Por Facundo Díaz D’Alessandro

Sábado. Rosario. 10 de la noche. Rumbo a La Sala de las Artes, el taxista pregunta, mientras tararea una canción de Keane, “¿qué hay ahí?” esa noche. – Juana Molina. ¿Y qué música hace?. La llana pregunta expone el primer adjetivo que adviene: rara. 

Curiosamente así se llamó su primer disco, hace ya largos 23 años. La definición no busca ser despectiva; quizás lo más correcto hoy, con varias publicaciones, giras por casi todos los continentes y “alabanzas” de la crítica, sea decir que su música es inclasificable. O ella “una distinta”. 

No obstante, como quedaría demostrado tras el show, lo que importa no son las etiquetas que puedan ponérsele, sino la potencia de lo genuino en el arte de Juana: como si fuera agua, se mueve cual torrente por distintos géneros y texturas, y hasta puede amoldarse, en remansos, a alguno que la contenga. 

Ese viaje musical tuvo su última parada en la ciudad el pasado fin de semana, la cual estuvo nutrida primordialmente por su excelso último registro discográfico, Halo (2017).

JMolinaSalaDeLasArtesCeciCordobaEl primer corte del álbum, el hiperquinético y bailable Cosoco, sirvió como presentación. No faltaron otros de gran vuelo como Sin Dones, Estalacticas, Paraguaya o In The Lassa. También se permitió tocar “clásicos” como Un Día, Lo Decidí Yo, o perlas de su anterior trabajo, como Wed 21, Eras o Sin Guía, No. 

Todo ejecutado a la perfección por el trío, que en éste caso tuvo al multiinstrumentista Odín Schwartz y al baterista Pablo González como backline. La química escénica, aceitadísima a esta altura, es evidente y se nota que las performances en este formato, que ya lleva unos años en sus shows, influyó en las canciones de Halo.

Por su naturaleza, la obra de esta artista que abandonó su carrera “meteórica” como actriz cómica en los primeros 90’s para hacer canciones, tiene un fuertísimo tono de originalidad: se nota que a Juana le sale de adentro y no busca saciar más que su propia sed. 

La complejidad de ese universo interno, puede apreciarse en la multiplicidad de texturas que imprime a cada canción, puede dar esos “bucles” de guitarra (dulces o crudamente metálicos), bases electrónicas o teclados disonantes, pero que terminan armonizando muy bien en piezas climáticas.

Las presentacines en vivo también se impregnan de ese ambiente sonoro profundo, como si el público entrara, en trance, al ático personal que componen sus creaciones. 
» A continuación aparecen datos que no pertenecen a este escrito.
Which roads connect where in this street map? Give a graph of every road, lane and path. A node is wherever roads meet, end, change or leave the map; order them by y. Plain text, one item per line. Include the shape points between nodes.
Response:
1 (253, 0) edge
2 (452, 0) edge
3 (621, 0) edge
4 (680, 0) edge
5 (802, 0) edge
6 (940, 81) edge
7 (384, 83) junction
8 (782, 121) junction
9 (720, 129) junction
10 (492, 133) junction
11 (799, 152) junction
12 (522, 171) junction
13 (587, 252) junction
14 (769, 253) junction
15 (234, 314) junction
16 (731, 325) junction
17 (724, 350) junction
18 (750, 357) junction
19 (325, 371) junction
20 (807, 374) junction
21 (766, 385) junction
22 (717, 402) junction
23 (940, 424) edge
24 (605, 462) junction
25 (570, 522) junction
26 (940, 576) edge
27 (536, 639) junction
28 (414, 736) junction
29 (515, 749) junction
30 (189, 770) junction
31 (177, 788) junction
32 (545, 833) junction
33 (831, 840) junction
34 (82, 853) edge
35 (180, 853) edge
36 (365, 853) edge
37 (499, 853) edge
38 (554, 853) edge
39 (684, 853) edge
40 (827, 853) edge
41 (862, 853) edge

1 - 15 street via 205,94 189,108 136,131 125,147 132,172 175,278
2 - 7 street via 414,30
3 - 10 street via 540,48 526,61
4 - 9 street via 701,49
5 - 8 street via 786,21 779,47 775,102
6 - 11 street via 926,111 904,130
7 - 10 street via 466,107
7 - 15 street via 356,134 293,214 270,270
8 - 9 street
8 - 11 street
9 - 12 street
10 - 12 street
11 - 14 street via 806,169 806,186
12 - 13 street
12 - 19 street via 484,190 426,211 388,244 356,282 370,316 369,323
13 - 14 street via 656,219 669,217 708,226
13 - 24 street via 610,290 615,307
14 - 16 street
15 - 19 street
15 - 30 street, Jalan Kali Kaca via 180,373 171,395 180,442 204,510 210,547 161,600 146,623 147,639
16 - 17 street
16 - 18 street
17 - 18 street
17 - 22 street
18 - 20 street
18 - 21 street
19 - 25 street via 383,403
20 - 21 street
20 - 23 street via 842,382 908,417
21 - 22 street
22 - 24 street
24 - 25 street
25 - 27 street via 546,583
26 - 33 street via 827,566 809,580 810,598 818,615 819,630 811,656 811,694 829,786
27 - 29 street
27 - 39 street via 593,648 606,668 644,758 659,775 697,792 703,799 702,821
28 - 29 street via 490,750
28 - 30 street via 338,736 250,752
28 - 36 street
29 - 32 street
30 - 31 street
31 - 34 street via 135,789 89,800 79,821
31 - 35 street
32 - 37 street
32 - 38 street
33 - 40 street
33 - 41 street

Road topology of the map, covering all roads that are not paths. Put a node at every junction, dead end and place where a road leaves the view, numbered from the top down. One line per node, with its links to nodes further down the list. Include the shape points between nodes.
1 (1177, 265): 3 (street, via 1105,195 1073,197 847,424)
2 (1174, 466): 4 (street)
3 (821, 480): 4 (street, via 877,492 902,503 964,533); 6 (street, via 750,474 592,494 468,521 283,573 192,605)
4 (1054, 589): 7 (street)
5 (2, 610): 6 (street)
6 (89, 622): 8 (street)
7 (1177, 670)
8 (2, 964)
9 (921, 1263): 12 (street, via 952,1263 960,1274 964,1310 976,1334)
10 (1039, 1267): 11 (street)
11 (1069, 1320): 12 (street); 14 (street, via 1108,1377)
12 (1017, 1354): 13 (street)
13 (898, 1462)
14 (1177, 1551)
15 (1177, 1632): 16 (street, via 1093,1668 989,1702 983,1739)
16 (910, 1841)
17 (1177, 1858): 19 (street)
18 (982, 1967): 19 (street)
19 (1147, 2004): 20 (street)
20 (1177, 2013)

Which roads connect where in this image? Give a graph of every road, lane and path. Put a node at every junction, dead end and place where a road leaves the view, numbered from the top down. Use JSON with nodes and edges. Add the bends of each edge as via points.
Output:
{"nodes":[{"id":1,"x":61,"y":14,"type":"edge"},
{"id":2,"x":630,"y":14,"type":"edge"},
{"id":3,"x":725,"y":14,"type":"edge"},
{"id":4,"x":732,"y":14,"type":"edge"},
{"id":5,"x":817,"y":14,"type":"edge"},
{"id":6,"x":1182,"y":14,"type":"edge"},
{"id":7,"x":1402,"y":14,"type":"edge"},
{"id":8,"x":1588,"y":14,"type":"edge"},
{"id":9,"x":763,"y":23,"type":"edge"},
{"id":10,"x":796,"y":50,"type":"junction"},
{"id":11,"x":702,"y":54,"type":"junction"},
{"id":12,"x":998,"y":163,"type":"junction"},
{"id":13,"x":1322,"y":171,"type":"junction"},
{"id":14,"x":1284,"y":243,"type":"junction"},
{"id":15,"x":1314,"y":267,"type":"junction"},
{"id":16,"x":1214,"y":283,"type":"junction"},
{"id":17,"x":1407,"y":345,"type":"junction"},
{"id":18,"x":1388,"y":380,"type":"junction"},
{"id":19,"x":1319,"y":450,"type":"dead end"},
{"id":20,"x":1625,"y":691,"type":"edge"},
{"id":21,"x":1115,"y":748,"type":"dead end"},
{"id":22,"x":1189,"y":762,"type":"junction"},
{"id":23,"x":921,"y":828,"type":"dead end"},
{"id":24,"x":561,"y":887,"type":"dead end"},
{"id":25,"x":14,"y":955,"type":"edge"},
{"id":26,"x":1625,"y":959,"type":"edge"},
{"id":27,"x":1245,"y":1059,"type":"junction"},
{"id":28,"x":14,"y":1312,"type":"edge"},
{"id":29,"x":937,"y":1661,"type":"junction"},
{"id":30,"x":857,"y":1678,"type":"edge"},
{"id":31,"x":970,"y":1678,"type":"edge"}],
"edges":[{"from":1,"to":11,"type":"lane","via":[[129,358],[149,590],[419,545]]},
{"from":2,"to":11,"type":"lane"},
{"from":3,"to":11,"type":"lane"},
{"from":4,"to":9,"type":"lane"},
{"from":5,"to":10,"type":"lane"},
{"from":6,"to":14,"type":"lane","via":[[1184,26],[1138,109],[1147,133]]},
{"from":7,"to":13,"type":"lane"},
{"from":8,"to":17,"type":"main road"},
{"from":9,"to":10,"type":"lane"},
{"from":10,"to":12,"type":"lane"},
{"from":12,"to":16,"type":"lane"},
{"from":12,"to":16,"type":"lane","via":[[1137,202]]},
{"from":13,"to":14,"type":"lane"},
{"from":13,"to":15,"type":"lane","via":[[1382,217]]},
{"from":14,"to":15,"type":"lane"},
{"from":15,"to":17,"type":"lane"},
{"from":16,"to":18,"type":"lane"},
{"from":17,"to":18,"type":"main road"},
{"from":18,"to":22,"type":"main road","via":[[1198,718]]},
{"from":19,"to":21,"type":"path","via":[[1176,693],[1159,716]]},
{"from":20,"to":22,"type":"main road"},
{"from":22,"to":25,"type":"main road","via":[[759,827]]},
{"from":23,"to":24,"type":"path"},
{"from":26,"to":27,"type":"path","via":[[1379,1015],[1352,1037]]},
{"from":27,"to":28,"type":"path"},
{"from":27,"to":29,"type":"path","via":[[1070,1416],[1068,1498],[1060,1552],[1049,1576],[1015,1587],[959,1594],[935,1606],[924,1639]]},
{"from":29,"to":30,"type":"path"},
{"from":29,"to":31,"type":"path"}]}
Hoy parecen haber quedado en otra época las suites sutiles del estilo de Quién, Vive Solo, o Sálvese Quien Pueda, de acústica y cuerdas de nylon. Se la ve muy cómoda con su “viejita” (la Gibson SG del 66’, al mejor estilo Angus Young) con la que transita casi por completo la mayoría de sus shows.

Juana Rosario Molina es ya una experimentada niña que, al ritmo de sus juegos musicales, no para de crecer (aunque contenga todas Las Edades). 

Siempre alterando las fronteras del perímetro (y agrandándolo en ese experimento constante), se sale de sus confines y eleva, cada vez más, la vara de su obra. Y si la música es agua, en el desierto espiritual del siglo XXI, ella sí que tiene sed verdadera.